Elle tient à citer en exemple ces jeunes qui, au moment du ramadan l'année dernière, ont passé leur journée à cuisiner dans les locaux du centre social pour aller ensuite distribuer des repas aux sans-domicile-fixe. "De cela, les journaux n'en parlent pas. Ils ne s'intéressent à nous que quand il y a des émeutes. Ce qui revient à laisser le pouvoir à cette minorité qui ruine notre tranquillité".

"Etiquette collée"

Après les violents incidents de janvier, cinquante-six jeunes ont décidé de prendre leur plume et signé une tribune dans laquelle ils regrettent "la généralisation et l'amalgame faits par les médias". Ils évoquent la stigmatisation dont ils sont victimes. "Etre un jeune de Ponta, aujourd’hui, c’est avoir une étiquette collée, qui impacte notre CV et inconsciemment certains citoyens brestois ont une image prédéfinie de la jeunesse issue de quartier populaire" écrivent-ils.

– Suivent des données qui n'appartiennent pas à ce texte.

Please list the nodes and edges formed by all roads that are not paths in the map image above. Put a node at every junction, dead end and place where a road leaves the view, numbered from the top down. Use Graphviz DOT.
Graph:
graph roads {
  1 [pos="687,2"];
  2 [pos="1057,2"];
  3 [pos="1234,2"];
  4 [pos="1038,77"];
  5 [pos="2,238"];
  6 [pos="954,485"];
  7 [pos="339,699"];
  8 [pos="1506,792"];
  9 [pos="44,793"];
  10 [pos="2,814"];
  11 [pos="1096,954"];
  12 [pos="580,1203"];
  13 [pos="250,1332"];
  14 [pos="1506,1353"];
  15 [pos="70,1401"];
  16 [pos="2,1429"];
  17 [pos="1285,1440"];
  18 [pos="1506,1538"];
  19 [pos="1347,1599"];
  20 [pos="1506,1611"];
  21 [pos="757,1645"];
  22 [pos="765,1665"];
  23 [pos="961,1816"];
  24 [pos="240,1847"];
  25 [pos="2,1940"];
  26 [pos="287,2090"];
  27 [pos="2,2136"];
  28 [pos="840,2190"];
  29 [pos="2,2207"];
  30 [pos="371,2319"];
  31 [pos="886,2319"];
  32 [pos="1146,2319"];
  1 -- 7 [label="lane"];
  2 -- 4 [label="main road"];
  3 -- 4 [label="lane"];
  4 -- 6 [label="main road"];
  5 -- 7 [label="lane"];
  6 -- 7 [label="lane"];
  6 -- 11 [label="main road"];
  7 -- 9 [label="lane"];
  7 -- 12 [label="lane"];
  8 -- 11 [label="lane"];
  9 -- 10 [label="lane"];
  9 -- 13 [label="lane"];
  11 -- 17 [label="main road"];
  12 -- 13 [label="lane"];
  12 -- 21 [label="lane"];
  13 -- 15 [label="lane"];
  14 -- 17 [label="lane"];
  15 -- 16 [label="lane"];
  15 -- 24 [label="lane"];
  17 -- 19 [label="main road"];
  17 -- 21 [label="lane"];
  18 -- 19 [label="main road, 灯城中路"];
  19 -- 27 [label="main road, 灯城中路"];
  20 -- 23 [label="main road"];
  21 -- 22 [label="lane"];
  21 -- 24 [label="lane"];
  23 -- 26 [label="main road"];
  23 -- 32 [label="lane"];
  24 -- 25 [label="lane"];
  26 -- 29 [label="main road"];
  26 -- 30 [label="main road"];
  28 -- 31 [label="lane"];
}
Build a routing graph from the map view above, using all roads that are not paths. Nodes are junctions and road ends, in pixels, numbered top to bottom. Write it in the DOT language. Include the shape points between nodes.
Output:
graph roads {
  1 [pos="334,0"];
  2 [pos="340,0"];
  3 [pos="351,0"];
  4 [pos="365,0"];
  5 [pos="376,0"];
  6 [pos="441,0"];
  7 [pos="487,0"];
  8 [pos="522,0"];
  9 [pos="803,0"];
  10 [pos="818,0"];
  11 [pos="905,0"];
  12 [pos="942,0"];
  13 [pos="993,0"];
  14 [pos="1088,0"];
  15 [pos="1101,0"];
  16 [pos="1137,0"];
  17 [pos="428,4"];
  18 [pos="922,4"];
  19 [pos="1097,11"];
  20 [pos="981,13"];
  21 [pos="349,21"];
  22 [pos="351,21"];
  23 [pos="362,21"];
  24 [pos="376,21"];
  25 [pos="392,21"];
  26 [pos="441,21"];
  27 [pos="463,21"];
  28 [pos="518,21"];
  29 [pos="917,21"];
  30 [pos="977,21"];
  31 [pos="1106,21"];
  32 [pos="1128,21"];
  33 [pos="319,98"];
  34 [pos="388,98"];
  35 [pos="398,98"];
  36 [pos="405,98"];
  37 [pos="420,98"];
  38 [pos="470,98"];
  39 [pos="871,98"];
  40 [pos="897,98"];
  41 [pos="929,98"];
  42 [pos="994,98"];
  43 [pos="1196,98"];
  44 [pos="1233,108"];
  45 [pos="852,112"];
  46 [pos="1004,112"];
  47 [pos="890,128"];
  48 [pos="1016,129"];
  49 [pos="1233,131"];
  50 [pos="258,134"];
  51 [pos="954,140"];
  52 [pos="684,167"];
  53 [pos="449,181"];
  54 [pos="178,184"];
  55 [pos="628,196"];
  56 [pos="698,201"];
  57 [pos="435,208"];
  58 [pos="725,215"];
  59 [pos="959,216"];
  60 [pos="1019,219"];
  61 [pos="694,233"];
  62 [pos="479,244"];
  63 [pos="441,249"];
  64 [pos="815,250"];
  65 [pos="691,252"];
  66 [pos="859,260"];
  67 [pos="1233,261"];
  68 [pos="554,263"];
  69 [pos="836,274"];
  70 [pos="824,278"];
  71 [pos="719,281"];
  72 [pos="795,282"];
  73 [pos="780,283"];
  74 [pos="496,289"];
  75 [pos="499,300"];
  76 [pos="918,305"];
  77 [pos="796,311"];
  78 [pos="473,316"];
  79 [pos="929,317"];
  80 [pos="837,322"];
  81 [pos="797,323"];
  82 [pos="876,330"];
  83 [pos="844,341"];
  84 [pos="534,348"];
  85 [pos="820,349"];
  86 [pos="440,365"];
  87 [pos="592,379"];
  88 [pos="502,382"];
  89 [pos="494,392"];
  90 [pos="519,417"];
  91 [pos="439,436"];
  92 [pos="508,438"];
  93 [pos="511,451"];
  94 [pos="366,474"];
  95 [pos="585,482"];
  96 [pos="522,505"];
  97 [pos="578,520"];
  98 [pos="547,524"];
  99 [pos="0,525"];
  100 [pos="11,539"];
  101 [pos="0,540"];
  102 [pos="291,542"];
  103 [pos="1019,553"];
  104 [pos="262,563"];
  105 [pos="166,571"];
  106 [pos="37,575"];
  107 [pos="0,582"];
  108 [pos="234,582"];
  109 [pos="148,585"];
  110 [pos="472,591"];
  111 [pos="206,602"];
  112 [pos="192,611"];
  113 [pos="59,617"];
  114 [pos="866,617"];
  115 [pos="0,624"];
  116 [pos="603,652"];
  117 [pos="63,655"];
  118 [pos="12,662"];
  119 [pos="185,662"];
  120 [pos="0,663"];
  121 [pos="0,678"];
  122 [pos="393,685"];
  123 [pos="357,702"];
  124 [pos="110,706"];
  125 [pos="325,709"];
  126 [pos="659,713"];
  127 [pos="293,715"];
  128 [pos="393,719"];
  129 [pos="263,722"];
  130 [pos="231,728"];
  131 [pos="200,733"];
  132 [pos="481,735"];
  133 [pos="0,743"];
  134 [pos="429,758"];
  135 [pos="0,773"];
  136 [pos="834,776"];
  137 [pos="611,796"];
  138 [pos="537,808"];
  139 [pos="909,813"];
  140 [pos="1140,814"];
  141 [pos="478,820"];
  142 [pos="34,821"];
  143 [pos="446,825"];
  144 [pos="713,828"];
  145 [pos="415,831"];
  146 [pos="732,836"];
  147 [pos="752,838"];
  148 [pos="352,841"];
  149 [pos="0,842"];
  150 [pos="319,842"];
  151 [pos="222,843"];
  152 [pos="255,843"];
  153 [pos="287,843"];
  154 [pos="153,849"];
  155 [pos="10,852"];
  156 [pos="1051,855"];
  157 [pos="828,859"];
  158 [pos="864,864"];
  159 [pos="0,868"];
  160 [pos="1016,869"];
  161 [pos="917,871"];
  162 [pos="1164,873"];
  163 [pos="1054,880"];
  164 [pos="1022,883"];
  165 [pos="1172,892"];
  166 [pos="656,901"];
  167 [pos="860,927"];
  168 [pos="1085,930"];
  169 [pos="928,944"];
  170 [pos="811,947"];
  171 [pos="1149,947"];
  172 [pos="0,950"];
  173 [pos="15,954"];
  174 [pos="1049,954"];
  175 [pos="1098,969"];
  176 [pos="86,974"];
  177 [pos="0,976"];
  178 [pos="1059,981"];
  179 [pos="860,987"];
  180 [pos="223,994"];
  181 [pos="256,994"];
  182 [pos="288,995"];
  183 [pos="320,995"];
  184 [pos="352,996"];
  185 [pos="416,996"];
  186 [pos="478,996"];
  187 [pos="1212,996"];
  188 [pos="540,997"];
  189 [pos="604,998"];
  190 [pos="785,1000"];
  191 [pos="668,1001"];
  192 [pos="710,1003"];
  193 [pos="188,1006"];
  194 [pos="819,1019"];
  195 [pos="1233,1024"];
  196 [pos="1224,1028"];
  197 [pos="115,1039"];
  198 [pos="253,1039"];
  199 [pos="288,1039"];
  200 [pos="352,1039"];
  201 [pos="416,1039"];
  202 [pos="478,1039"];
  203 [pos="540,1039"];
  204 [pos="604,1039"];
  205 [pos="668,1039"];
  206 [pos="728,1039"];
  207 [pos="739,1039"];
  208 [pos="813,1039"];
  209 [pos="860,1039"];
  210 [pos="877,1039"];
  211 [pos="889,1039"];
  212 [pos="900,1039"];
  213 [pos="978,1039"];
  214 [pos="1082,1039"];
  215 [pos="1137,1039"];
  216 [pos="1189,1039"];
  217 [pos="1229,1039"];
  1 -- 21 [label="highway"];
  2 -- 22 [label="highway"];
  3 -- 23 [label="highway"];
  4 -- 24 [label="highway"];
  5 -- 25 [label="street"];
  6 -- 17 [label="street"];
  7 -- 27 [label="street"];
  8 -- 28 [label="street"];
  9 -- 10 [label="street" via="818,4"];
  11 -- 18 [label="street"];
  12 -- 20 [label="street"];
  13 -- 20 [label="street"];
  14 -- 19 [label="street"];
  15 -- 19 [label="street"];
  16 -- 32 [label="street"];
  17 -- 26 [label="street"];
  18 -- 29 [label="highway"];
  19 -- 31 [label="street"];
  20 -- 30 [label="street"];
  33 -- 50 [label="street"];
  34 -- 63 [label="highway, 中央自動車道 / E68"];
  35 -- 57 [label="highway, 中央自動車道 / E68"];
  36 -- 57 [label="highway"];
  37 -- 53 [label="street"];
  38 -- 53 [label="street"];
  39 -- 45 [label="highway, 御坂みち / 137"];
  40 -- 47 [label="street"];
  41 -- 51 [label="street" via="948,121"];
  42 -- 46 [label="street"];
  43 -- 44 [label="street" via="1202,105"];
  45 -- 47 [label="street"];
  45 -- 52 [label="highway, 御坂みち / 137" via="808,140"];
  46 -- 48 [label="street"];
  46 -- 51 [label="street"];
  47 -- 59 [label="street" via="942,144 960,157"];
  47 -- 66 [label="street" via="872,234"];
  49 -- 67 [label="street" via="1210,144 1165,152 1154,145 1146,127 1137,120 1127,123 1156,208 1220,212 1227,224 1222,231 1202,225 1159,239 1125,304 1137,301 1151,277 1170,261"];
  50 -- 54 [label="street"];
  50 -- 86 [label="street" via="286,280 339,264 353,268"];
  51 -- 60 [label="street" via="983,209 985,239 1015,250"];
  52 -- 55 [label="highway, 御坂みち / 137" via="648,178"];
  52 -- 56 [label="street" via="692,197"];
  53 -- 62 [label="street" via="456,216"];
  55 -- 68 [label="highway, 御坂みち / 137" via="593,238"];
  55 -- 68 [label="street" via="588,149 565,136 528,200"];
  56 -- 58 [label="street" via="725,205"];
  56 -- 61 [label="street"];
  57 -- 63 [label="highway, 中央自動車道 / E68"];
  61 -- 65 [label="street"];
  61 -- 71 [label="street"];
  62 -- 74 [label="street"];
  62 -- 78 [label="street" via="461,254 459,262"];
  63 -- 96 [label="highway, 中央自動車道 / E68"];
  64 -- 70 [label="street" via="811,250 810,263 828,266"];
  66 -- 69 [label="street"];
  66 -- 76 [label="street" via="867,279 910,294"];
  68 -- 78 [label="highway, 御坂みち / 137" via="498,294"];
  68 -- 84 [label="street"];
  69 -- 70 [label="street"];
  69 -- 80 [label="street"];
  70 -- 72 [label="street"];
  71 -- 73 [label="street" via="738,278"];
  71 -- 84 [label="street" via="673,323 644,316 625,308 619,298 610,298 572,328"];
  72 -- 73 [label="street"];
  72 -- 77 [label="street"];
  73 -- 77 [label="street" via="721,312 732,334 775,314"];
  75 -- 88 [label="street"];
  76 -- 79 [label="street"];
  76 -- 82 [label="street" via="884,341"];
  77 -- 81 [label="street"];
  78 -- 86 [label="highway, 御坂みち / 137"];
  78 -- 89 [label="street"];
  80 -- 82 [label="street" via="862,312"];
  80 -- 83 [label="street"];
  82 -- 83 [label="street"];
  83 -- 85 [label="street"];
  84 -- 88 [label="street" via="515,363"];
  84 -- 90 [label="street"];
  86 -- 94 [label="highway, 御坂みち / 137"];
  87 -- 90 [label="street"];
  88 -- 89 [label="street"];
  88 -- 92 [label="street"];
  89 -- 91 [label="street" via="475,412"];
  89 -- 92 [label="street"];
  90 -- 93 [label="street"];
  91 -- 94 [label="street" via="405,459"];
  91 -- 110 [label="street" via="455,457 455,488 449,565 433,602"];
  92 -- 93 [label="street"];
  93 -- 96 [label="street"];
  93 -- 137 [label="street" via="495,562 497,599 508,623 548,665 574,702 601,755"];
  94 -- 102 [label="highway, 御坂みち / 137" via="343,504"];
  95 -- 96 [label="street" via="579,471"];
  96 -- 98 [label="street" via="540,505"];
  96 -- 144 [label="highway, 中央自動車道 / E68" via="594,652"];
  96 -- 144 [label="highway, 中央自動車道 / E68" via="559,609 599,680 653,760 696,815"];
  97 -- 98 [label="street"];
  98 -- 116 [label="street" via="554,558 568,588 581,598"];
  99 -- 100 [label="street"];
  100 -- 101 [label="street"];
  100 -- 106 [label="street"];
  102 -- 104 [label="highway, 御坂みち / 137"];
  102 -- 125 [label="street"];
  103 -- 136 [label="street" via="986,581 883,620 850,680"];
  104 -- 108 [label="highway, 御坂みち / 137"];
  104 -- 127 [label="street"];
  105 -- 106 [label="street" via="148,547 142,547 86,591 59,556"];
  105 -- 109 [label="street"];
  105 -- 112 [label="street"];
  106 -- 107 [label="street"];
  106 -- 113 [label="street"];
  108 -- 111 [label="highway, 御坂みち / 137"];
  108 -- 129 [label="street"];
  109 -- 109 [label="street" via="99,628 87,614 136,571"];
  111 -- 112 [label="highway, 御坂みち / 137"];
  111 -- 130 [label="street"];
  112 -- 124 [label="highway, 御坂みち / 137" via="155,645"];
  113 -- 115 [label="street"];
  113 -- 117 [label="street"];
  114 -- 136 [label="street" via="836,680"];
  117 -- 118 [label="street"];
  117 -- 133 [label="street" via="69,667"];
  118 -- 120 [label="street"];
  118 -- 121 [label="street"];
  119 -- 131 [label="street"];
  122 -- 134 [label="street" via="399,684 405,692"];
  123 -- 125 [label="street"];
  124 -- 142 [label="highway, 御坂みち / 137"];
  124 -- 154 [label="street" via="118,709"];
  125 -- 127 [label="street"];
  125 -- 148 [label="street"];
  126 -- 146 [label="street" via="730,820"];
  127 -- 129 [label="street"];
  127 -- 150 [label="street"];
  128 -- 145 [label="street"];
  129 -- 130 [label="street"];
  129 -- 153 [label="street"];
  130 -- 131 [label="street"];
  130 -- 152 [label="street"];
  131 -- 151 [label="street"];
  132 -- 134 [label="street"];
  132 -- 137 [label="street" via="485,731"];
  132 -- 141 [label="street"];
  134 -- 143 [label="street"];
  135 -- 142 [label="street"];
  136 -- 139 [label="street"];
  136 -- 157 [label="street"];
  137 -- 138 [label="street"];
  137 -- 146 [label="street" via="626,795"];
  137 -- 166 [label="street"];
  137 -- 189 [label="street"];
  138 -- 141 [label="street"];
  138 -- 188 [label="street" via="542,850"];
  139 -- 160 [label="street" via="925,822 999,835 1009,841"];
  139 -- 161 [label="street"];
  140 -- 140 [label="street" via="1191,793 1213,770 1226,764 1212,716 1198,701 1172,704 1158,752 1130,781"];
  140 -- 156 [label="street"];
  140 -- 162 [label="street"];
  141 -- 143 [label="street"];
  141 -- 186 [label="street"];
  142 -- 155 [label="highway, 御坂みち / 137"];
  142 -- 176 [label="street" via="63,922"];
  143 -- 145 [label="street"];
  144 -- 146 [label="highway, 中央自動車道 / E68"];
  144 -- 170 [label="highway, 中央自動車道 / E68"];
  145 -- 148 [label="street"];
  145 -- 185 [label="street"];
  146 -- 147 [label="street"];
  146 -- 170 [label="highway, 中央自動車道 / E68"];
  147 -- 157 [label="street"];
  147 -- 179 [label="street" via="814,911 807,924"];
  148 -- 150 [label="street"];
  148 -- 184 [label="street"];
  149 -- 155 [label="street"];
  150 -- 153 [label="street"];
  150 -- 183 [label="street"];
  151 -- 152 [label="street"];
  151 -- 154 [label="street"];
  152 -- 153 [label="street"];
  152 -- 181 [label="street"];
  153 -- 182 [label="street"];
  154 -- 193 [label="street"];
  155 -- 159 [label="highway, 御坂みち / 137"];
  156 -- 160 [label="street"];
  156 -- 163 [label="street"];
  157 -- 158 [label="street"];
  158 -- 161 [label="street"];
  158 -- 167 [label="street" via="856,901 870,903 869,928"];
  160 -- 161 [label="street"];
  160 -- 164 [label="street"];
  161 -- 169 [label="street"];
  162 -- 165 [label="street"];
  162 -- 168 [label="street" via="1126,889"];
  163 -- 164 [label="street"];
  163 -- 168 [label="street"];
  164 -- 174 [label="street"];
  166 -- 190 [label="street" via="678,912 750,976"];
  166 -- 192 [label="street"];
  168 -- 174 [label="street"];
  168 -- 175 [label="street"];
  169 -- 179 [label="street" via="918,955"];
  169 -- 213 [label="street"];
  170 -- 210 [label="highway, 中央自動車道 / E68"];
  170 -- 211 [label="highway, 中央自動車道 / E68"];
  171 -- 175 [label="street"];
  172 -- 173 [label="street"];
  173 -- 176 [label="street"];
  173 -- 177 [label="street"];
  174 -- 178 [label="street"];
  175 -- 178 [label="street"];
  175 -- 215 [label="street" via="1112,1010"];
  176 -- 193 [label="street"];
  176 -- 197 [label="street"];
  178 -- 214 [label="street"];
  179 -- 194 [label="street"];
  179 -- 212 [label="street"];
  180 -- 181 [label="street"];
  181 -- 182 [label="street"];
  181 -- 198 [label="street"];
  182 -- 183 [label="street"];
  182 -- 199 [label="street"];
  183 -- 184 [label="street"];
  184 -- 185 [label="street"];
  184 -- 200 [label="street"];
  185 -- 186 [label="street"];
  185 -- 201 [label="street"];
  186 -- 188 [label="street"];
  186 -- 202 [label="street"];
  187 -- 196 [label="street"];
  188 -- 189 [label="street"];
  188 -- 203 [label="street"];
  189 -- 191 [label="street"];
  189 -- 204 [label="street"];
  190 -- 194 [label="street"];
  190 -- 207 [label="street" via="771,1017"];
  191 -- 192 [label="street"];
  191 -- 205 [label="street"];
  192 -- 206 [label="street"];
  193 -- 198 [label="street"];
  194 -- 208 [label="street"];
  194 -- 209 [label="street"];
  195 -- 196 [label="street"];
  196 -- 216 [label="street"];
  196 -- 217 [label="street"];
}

Pour les jeunes, être de Ponta sonne comme une condamnation à l'extérieur

Louisa Bouraya, association ICI Femmes d'Europe et d'ailleurs

Louisa Bouraya, qui a fondé l'association I.C.I Femmes d'Europe et d'ailleurs, est une figure du quartier. Quand les gamins la croisent, ils la saluent d'un "bonjour, Tata". Elle aussi déplore la stigmatisation et constate que "pour les jeunes, être de Ponta sonne comme une condamnation à l'extérieur. T'es de Ponta, t'es forcément un délinquant ! Voilà comment on résume leur vie. Pour réussir, ils doivent s'accrocher deux fois plus que les autres".

Lieu de vie, lieu social

Cette femme de 68 ans, n'est pas du genre à tourner autour du pot. "On me reproche parfois mon franc-parler" sourit-elle. Ce quartier, elle le connaît comme sa poche, l'aime viscéralement et garde toujours sa porte ouverte "à ceux qui ont besoin d'aide".

Elle accompagne bénévolement depuis trente-sept ans les familles en difficulté. Et veille à l'émancipation des femmes et des jeunes. "Pontanézen, c'est un lieu de vie et un lieu social, remarque-t-elle. Mais il est clair qu'il existe ici des mômes qui, dès leur plus jeune âge, n'ont aucun cadre éducatif. Et c'est un vrai problème, ces parents qui laissent faire. Ils ne baissent pas les bras, ce n'est même pas la question. Ils laissent faire parce que c'est dans leur nature"

Anna acquiesce. Elle, elle est plutôt "à cheval" sur l'éducation. "Mes enfants ne traînent pas le soir, ils connaissent les limites et je leur fais confiance"

Dans ce quartier brestois, qui compte 3.000 habitants, les périodes d'accalmie alternent avec les flambées de violence. "Ça a toujours été comme ça, observe Louisa. Pour les plus petits, cette violence n'est pas bonne. C'est un environnement qui peut effectivement faire basculer les plus fragiles du mauvais côté. Ils vont devenir guetteurs pour le trafic de drogue, se faire de l'argent facile, etc. C'est une réalité qu'il ne faut pas nier"

La militante associative se bat contre "les esprits simplistes" qui versent dans "la caricature", "parce que, note-t-elle, c'est destructeur pour la grande majorité des habitants. Qu'on arrête de parler de Ponta sans savoir de quoi on parle !".